Family Dollar Vote Approves Dollar Tree Acquisition

Winding up its contentious acquisition initiative with Dollar Tree Stores Inc., Family Dollar Stores said a preliminary vote count at the company’s special meeting of stockholders held today indicated that participants approved the proposed merger with Dollar Tree. Dollar General, which had launched a competing bid, called the vote a “loss” for Family Dollar shareholders.

Based on the preliminary count, participants voted 84 million shares in favor of the merger proposal. The vote for the acquisition by Dollar Tree represents 74% of the total outstanding and 89% of the total shares voted.

“We are pleased with the outcome of today’s vote, and I want to thank Family Dollar stockholders for their support throughout this process,” Howard Levine, chairman and CEO of Family Dollar, said in announcing the preliminarily results. “The Family Dollar board of directors and management team have worked diligently to advance the best interests of all of the company’s stockholders, and we are grateful for the support we received for the merger proposal. We look forward to completing the transaction with Dollar Tree and remain excited about the opportunity that this combination will create for our stockholders, team members, customers and other stakeholders.”

In a statement issued by the retailer, Dollar Tree CEO Bob Sasser said, “Today’s vote of approval by Family Dollar shareholders represents a crucial step toward combining Dollar Tree, North America’s leading fixed-price point discount retailer, with Family Dollar, a leading multi-price point retailer with a 50-plus year history of serving low- and middle-income customers. By adding Family Dollar to our portfolio of brands, Dollar Tree will soon operate more than 13,000 stores in 48 states and five Canadian provinces with annual sales exceeding $18 billion. This merger enhances our geographic footprint and diversifies our business model. We intend to operate and grow both banners. At Dollar Tree stores, everything is $1 while Family Dollar stores will continue to serve low- to middle-income customers with name brand consumables, home basics, variety and seasonal products at discount store prices. By utilizing the $1 fixed-price point in Dollar Tree and multi-price points at Family Dollar, we will deliver even greater value and choice to a broader range of consumers.”

The Family Dollar/Dollar Tree merger remains subject to United States Federal Trade Commission approval. As previously announced, Dollar Tree and Family Dollar have agreed to provide the FTC with four weeks’ notice prior to closing their merger initiative, they pointed out. Dollar Tree expects to initiate this four-week notice period after it has executed a consent decree with the FTC’s Bureau of Competition permitting clearance and a merger closing as soon as March, the retailer related.

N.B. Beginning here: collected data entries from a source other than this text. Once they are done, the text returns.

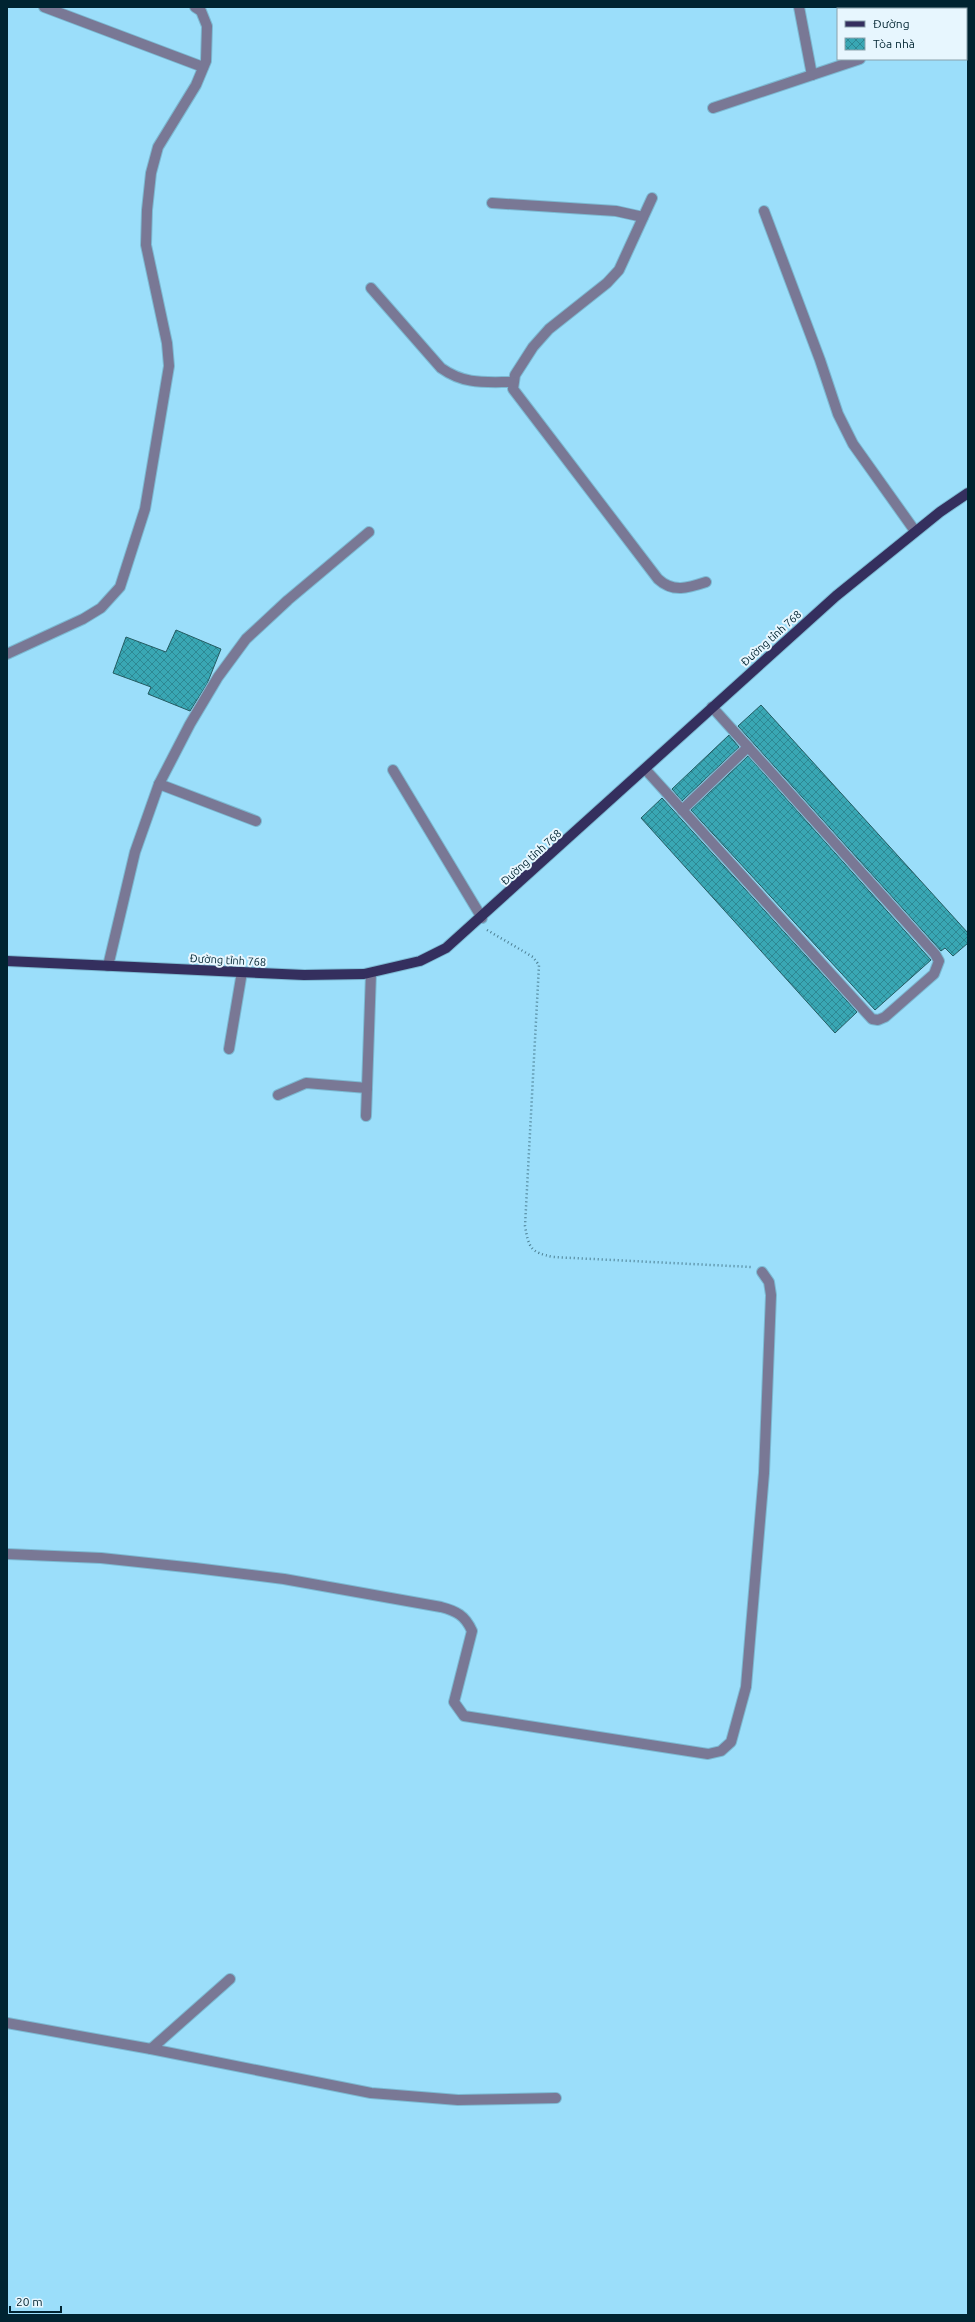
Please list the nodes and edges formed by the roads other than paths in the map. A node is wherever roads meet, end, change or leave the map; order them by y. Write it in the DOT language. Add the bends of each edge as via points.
graph roads {
  1 [pos="44,7"];
  2 [pos="195,7"];
  3 [pos="799,7"];
  4 [pos="857,60"];
  5 [pos="203,67"];
  6 [pos="812,75"];
  7 [pos="713,108"];
  8 [pos="652,198"];
  9 [pos="492,203"];
  10 [pos="764,211"];
  11 [pos="642,217"];
  12 [pos="371,288"];
  13 [pos="513,382"];
  14 [pos="968,493"];
  15 [pos="915,531"];
  16 [pos="369,532"];
  17 [pos="706,582"];
  18 [pos="7,654"];
  19 [pos="712,707"];
  20 [pos="748,747"];
  21 [pos="645,769"];
  22 [pos="393,770"];
  23 [pos="159,784"];
  24 [pos="682,810"];
  25 [pos="256,821"];
  26 [pos="478,921"];
  27 [pos="7,962"];
  28 [pos="108,966"];
  29 [pos="242,972"];
  30 [pos="371,973"];
  31 [pos="229,1049"];
  32 [pos="367,1088"];
  33 [pos="278,1095"];
  34 [pos="366,1116"];
  35 [pos="762,1272"];
  36 [pos="7,1554"];
  37 [pos="230,1979"];
  38 [pos="7,2023"];
  39 [pos="151,2049"];
  40 [pos="556,2098"];
  1 -- 5 [label="street"];
  2 -- 5 [label="street" via="201,12 207,26 206,61"];
  3 -- 6 [label="street"];
  4 -- 6 [label="street"];
  5 -- 18 [label="street" via="196,85 158,147 151,173 146,245 167,343 169,366 145,510 120,587 101,608 83,619"];
  6 -- 7 [label="street"];
  8 -- 11 [label="street"];
  9 -- 11 [label="street" via="616,211"];
  10 -- 15 [label="street" via="838,414 853,444"];
  11 -- 13 [label="street" via="615,276 550,329 524,359"];
  12 -- 13 [label="street" via="416,341 447,372 461,380"];
  13 -- 17 [label="street" via="512,389 658,579 668,587 676,588 687,588"];
  14 -- 15 [label="main road, Đường tỉnh 768"];
  15 -- 19 [label="main road, Đường tỉnh 768" via="836,596"];
  16 -- 23 [label="street" via="246,639 218,677"];
  19 -- 20 [label="street"];
  19 -- 21 [label="main road, Đường tỉnh 768"];
  20 -- 24 [label="street"];
  20 -- 24 [label="street" via="935,954 939,962 934,974 885,1017 872,1019"];
  21 -- 24 [label="street"];
  21 -- 26 [label="main road, Đường tỉnh 768"];
  22 -- 26 [label="street"];
  23 -- 25 [label="street"];
  23 -- 28 [label="street" via="135,852"];
  26 -- 30 [label="main road, Đường tỉnh 768" via="446,948 420,961"];
  27 -- 28 [label="main road, Đường tỉnh 768"];
  28 -- 29 [label="main road, Đường tỉnh 768"];
  29 -- 30 [label="main road, Đường tỉnh 768" via="304,975"];
  29 -- 31 [label="street"];
  30 -- 32 [label="street"];
  32 -- 33 [label="street" via="306,1083"];
  32 -- 34 [label="street"];
  35 -- 36 [label="street" via="769,1282 771,1295 764,1473 746,1687 731,1742 721,1751 708,1754 464,1716 454,1702 472,1630 459,1612 441,1607 284,1579 195,1568 101,1558"];
  37 -- 39 [label="street"];
  38 -- 39 [label="street"];
  39 -- 40 [label="street" via="371,2093 458,2100"];
}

The parties will release final election results after votes have been tabulated and certified by the independent inspector of elections, IVS Associates, which should occur next week, Family Dollar maintained.

Dollar General offered a higher dollar value bid for Family Dollar after that retailer and Dollar Tree announced their merger agreement last year. However, both Dollar Tree and Family Dollar insisted that Dollar General would have to divest far more stores to win FTC acquisition approval than would occur as part of the initial deal, making the later bid costlier and more difficult to execute.

However, in a statement, Rick Dreiling, Dollar General CEO said, “Today’s vote is a loss not only for Family Dollar shareholders, but also for consumers across the country who will not have the opportunity to benefit from the cost savings and efficiencies that we believe would have been created by a merger between Dollar General and Family Dollar. As we have said throughout this process, the scale of this combination would have provided better value and greater selection to customers of both Dollar General and Family Dollar. Despite our best efforts over the past few months, Family Dollar’s lack of engagement and a contracted transaction timeline ultimately prevented us from completing this transaction.”